### RECORDS TO USE
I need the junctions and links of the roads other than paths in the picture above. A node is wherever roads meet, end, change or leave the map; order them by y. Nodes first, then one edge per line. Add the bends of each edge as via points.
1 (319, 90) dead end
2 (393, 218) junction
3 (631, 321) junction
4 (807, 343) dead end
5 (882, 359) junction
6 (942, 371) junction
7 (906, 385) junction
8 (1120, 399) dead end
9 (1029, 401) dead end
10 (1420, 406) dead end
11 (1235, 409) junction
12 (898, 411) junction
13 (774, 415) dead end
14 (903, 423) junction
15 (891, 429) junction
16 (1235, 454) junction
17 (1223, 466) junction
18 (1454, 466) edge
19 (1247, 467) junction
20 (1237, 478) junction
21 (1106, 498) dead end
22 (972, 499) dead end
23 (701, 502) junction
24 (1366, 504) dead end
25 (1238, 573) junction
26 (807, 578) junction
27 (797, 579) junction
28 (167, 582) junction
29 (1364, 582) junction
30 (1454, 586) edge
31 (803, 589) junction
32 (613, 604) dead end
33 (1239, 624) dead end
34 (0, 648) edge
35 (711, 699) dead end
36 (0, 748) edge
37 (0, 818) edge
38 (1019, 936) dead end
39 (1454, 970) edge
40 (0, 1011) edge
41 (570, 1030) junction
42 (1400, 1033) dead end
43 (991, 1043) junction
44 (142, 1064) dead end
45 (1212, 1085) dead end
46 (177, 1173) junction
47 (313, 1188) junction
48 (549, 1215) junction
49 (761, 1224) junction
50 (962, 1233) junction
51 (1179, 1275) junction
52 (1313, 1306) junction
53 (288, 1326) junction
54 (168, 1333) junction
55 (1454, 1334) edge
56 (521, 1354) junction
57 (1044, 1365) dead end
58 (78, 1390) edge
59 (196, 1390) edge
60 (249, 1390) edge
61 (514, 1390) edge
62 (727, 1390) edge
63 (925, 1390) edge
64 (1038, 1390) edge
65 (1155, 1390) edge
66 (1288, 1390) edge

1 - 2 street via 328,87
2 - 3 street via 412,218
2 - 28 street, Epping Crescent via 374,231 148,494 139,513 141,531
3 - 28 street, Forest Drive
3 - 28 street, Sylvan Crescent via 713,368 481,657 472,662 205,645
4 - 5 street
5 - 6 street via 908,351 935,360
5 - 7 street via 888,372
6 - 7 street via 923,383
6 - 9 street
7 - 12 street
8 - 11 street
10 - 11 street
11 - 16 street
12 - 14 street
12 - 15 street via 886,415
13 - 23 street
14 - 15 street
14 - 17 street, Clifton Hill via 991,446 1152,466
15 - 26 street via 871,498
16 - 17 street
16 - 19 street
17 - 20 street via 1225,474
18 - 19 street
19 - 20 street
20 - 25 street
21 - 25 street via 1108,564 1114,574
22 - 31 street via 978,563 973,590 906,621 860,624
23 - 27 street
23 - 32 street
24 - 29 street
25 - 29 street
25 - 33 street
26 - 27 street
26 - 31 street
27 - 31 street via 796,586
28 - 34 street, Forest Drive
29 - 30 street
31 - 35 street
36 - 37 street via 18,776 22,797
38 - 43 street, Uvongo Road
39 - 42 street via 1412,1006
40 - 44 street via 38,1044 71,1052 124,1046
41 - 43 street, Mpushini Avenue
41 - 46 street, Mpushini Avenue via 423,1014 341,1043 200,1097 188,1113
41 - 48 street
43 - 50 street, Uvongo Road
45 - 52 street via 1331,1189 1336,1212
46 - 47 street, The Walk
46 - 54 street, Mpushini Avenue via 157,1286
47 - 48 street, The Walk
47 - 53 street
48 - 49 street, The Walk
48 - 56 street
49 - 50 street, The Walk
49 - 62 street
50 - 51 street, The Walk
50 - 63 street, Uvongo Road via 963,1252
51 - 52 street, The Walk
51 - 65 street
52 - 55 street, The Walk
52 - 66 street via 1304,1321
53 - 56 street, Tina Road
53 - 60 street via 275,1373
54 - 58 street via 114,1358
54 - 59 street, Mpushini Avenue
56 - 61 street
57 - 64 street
######
◆ **PROBLEM TO SOLVE**:
Without altering anything, print all of the data again.

◆ **EXERCISE ANSWER**:
I need the junctions and links of the roads other than paths in the picture above. A node is wherever roads meet, end, change or leave the map; order them by y. Nodes first, then one edge per line. Add the bends of each edge as via points.
1 (319, 90) dead end
2 (393, 218) junction
3 (631, 321) junction
4 (807, 343) dead end
5 (882, 359) junction
6 (942, 371) junction
7 (906, 385) junction
8 (1120, 399) dead end
9 (1029, 401) dead end
10 (1420, 406) dead end
11 (1235, 409) junction
12 (898, 411) junction
13 (774, 415) dead end
14 (903, 423) junction
15 (891, 429) junction
16 (1235, 454) junction
17 (1223, 466) junction
18 (1454, 466) edge
19 (1247, 467) junction
20 (1237, 478) junction
21 (1106, 498) dead end
22 (972, 499) dead end
23 (701, 502) junction
24 (1366, 504) dead end
25 (1238, 573) junction
26 (807, 578) junction
27 (797, 579) junction
28 (167, 582) junction
29 (1364, 582) junction
30 (1454, 586) edge
31 (803, 589) junction
32 (613, 604) dead end
33 (1239, 624) dead end
34 (0, 648) edge
35 (711, 699) dead end
36 (0, 748) edge
37 (0, 818) edge
38 (1019, 936) dead end
39 (1454, 970) edge
40 (0, 1011) edge
41 (570, 1030) junction
42 (1400, 1033) dead end
43 (991, 1043) junction
44 (142, 1064) dead end
45 (1212, 1085) dead end
46 (177, 1173) junction
47 (313, 1188) junction
48 (549, 1215) junction
49 (761, 1224) junction
50 (962, 1233) junction
51 (1179, 1275) junction
52 (1313, 1306) junction
53 (288, 1326) junction
54 (168, 1333) junction
55 (1454, 1334) edge
56 (521, 1354) junction
57 (1044, 1365) dead end
58 (78, 1390) edge
59 (196, 1390) edge
60 (249, 1390) edge
61 (514, 1390) edge
62 (727, 1390) edge
63 (925, 1390) edge
64 (1038, 1390) edge
65 (1155, 1390) edge
66 (1288, 1390) edge

1 - 2 street via 328,87
2 - 3 street via 412,218
2 - 28 street, Epping Crescent via 374,231 148,494 139,513 141,531
3 - 28 street, Forest Drive
3 - 28 street, Sylvan Crescent via 713,368 481,657 472,662 205,645
4 - 5 street
5 - 6 street via 908,351 935,360
5 - 7 street via 888,372
6 - 7 street via 923,383
6 - 9 street
7 - 12 street
8 - 11 street
10 - 11 street
11 - 16 street
12 - 14 street
12 - 15 street via 886,415
13 - 23 street
14 - 15 street
14 - 17 street, Clifton Hill via 991,446 1152,466
15 - 26 street via 871,498
16 - 17 street
16 - 19 street
17 - 20 street via 1225,474
18 - 19 street
19 - 20 street
20 - 25 street
21 - 25 street via 1108,564 1114,574
22 - 31 street via 978,563 973,590 906,621 860,624
23 - 27 street
23 - 32 street
24 - 29 street
25 - 29 street
25 - 33 street
26 - 27 street
26 - 31 street
27 - 31 street via 796,586
28 - 34 street, Forest Drive
29 - 30 street
31 - 35 street
36 - 37 street via 18,776 22,797
38 - 43 street, Uvongo Road
39 - 42 street via 1412,1006
40 - 44 street via 38,1044 71,1052 124,1046
41 - 43 street, Mpushini Avenue
41 - 46 street, Mpushini Avenue via 423,1014 341,1043 200,1097 188,1113
41 - 48 street
43 - 50 street, Uvongo Road
45 - 52 street via 1331,1189 1336,1212
46 - 47 street, The Walk
46 - 54 street, Mpushini Avenue via 157,1286
47 - 48 street, The Walk
47 - 53 street
48 - 49 street, The Walk
48 - 56 street
49 - 50 street, The Walk
49 - 62 street
50 - 51 street, The Walk
50 - 63 street, Uvongo Road via 963,1252
51 - 52 street, The Walk
51 - 65 street
52 - 55 street, The Walk
52 - 66 street via 1304,1321
53 - 56 street, Tina Road
53 - 60 street via 275,1373
54 - 58 street via 114,1358
54 - 59 street, Mpushini Avenue
56 - 61 street
57 - 64 street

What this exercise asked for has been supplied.